» TO DO:
From the line containing "Digitize the connectivity" to the last line of the records below, repeat every line exactly and add nothing else.

» EXERCISE INPUT:
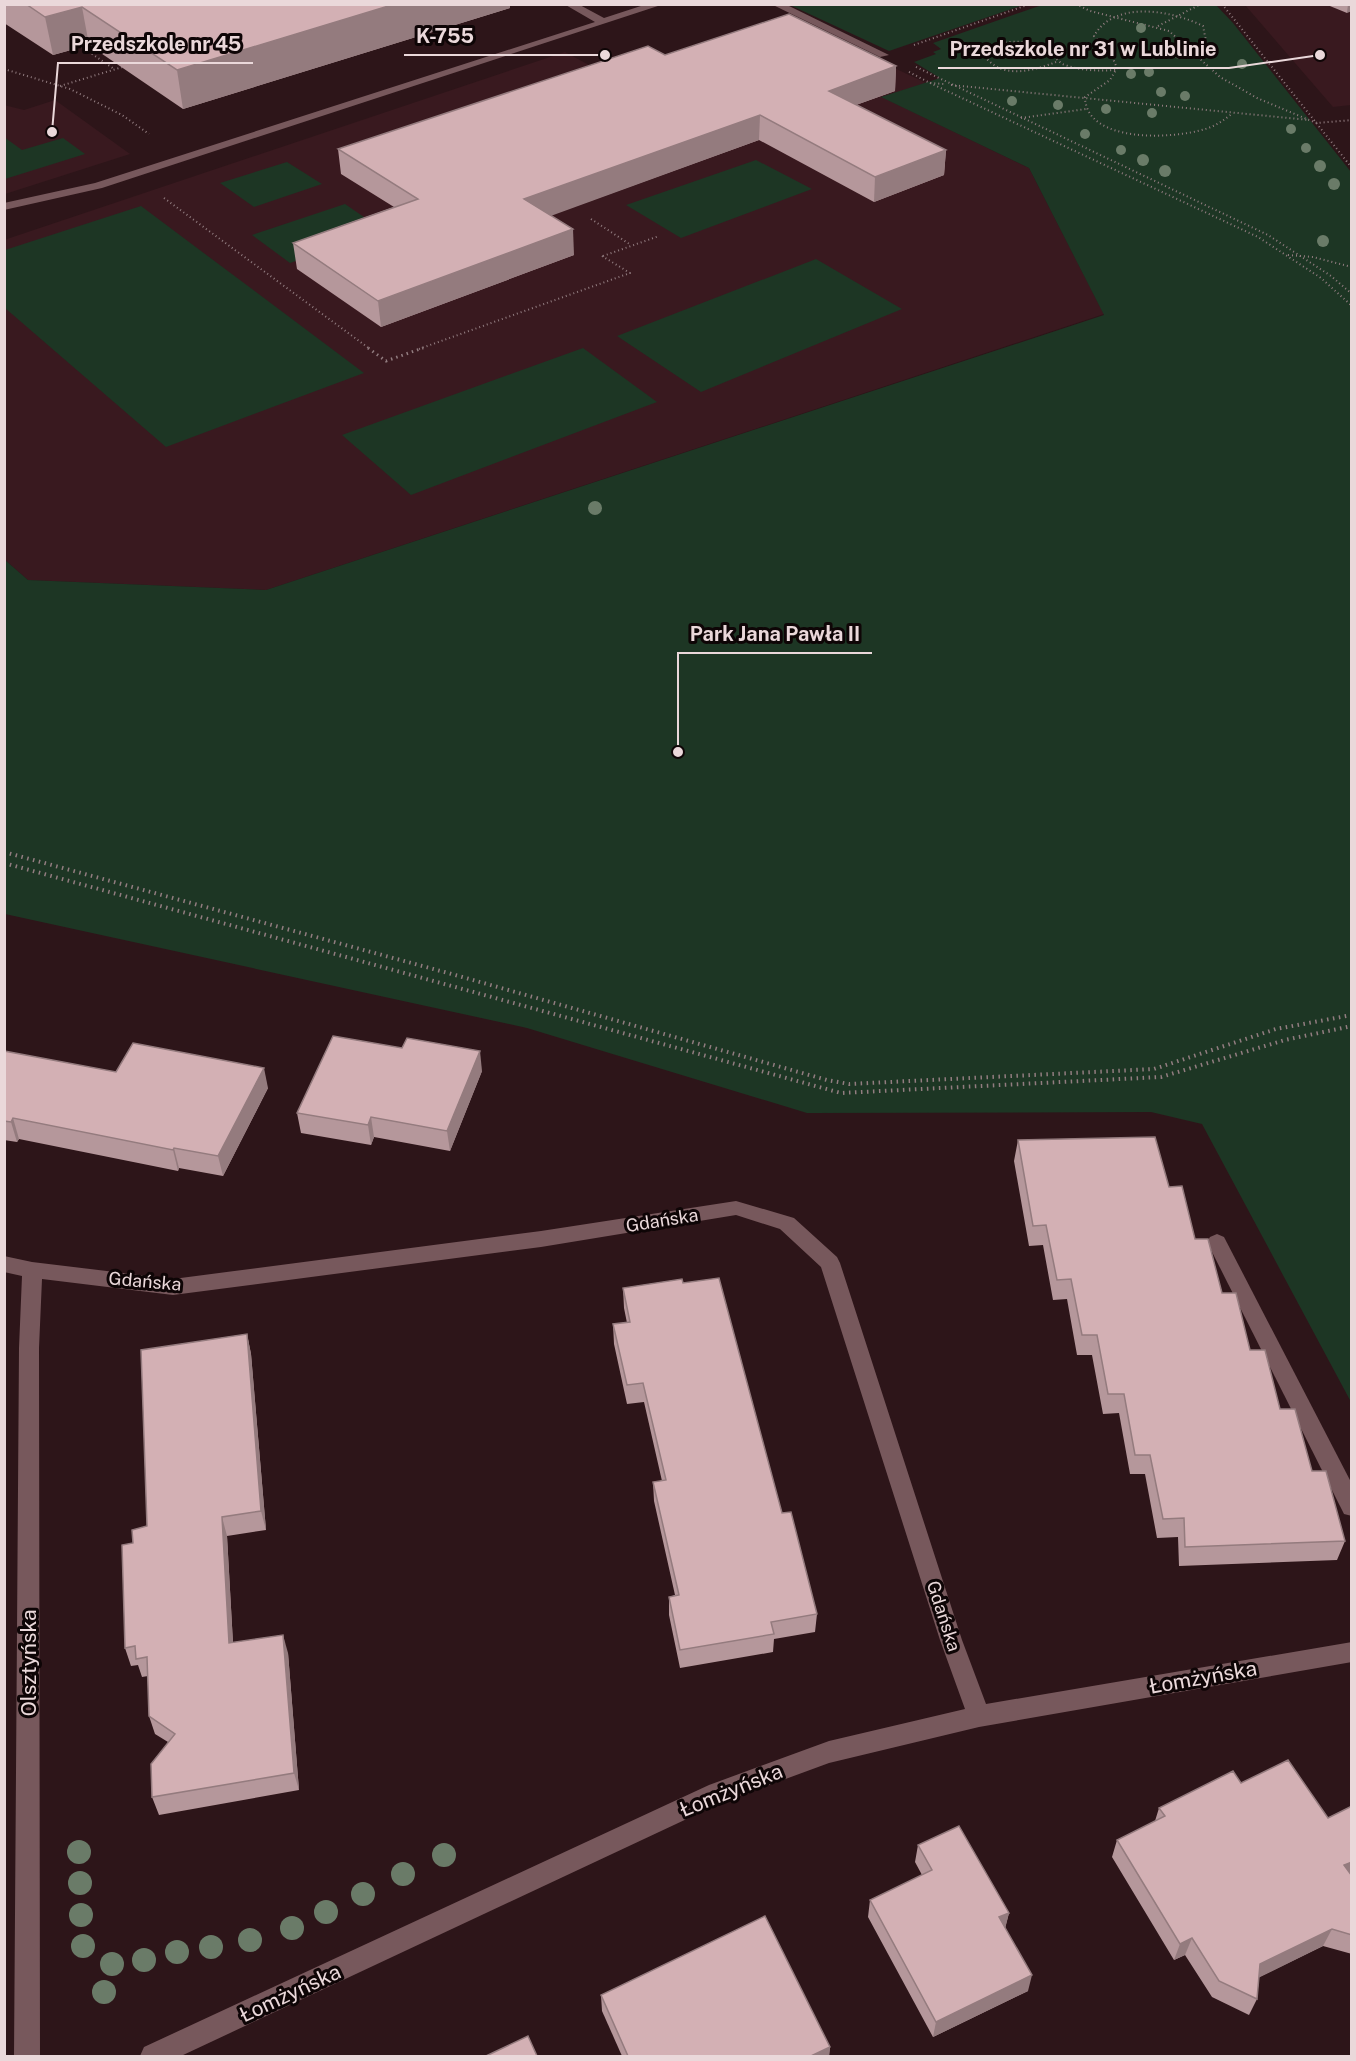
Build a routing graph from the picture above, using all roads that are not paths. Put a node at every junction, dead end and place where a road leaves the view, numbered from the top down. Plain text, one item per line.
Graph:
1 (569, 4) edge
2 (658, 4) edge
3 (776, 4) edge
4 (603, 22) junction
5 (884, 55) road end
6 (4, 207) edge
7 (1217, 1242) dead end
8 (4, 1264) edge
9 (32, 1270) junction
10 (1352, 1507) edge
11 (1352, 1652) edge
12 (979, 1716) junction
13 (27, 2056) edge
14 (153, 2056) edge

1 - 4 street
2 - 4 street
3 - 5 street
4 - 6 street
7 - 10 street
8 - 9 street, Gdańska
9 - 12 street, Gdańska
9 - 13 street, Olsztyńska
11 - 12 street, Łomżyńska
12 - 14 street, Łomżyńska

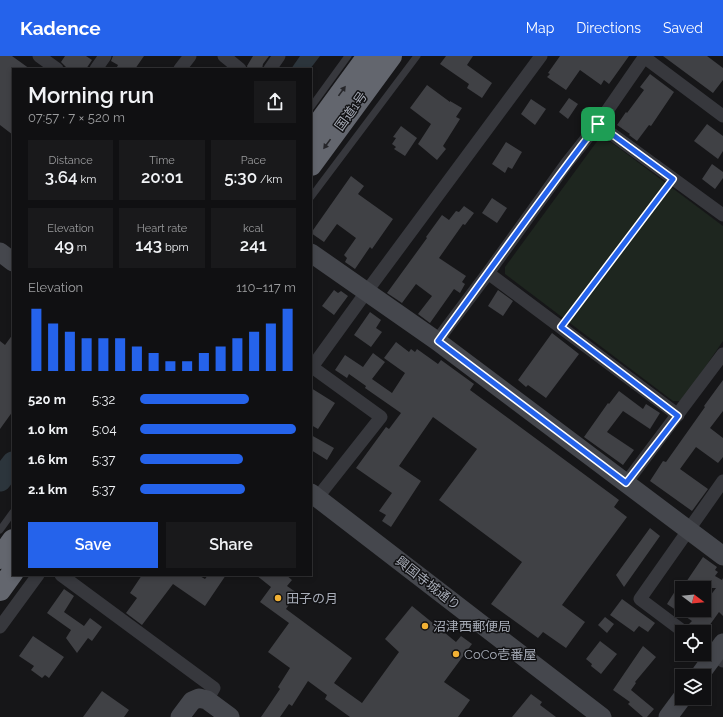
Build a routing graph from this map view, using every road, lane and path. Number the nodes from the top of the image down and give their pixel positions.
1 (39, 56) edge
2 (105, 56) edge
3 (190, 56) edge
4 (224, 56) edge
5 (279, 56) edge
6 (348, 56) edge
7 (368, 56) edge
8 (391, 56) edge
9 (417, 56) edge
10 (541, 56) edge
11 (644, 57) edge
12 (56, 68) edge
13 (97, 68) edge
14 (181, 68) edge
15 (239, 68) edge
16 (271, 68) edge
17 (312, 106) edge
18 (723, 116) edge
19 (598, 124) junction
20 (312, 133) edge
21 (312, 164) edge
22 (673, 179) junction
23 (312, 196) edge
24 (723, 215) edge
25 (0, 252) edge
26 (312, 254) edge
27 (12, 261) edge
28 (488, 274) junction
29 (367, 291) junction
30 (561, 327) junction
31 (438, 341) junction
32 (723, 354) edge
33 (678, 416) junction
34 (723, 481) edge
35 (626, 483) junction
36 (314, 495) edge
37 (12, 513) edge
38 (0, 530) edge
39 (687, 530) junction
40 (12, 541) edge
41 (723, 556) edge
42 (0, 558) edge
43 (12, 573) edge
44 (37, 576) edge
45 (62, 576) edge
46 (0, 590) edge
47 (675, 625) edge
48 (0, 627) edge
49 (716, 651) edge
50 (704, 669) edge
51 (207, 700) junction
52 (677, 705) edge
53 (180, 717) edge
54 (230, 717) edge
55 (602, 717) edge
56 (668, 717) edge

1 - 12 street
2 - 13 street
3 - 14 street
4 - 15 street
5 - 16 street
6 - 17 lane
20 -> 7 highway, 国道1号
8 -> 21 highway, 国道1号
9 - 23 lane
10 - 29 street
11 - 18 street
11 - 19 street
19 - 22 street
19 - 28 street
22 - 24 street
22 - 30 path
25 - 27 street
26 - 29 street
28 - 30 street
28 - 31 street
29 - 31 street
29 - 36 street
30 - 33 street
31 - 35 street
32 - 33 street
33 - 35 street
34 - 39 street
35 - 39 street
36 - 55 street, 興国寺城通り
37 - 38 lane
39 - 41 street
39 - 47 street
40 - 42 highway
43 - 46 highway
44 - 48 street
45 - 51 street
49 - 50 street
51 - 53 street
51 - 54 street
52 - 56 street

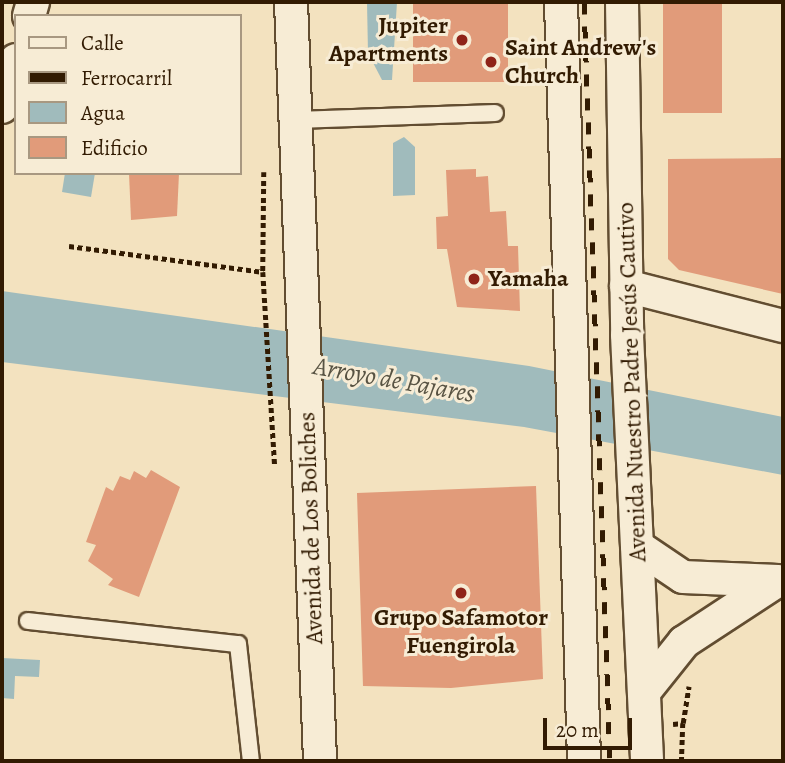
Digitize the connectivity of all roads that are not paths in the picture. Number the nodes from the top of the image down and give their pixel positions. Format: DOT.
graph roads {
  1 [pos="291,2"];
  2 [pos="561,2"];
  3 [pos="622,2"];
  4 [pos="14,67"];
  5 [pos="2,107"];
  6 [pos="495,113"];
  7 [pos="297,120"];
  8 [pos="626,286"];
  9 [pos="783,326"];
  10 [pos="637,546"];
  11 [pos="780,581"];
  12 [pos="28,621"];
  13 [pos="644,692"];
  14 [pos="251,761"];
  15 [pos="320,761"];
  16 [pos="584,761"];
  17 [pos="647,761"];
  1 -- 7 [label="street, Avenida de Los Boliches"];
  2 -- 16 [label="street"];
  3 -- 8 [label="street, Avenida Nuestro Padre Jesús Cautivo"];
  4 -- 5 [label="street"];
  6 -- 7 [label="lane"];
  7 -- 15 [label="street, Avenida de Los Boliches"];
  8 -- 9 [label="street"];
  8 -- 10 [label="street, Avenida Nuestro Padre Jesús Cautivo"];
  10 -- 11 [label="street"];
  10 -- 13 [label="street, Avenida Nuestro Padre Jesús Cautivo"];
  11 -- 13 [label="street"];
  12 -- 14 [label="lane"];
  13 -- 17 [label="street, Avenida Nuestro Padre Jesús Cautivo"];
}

» RESPONSE FOR THIS EXERCISE:
Digitize the connectivity of all roads that are not paths in the picture. Number the nodes from the top of the image down and give their pixel positions. Format: DOT.
graph roads {
  1 [pos="291,2"];
  2 [pos="561,2"];
  3 [pos="622,2"];
  4 [pos="14,67"];
  5 [pos="2,107"];
  6 [pos="495,113"];
  7 [pos="297,120"];
  8 [pos="626,286"];
  9 [pos="783,326"];
  10 [pos="637,546"];
  11 [pos="780,581"];
  12 [pos="28,621"];
  13 [pos="644,692"];
  14 [pos="251,761"];
  15 [pos="320,761"];
  16 [pos="584,761"];
  17 [pos="647,761"];
  1 -- 7 [label="street, Avenida de Los Boliches"];
  2 -- 16 [label="street"];
  3 -- 8 [label="street, Avenida Nuestro Padre Jesús Cautivo"];
  4 -- 5 [label="street"];
  6 -- 7 [label="lane"];
  7 -- 15 [label="street, Avenida de Los Boliches"];
  8 -- 9 [label="street"];
  8 -- 10 [label="street, Avenida Nuestro Padre Jesús Cautivo"];
  10 -- 11 [label="street"];
  10 -- 13 [label="street, Avenida Nuestro Padre Jesús Cautivo"];
  11 -- 13 [label="street"];
  12 -- 14 [label="lane"];
  13 -- 17 [label="street, Avenida Nuestro Padre Jesús Cautivo"];
}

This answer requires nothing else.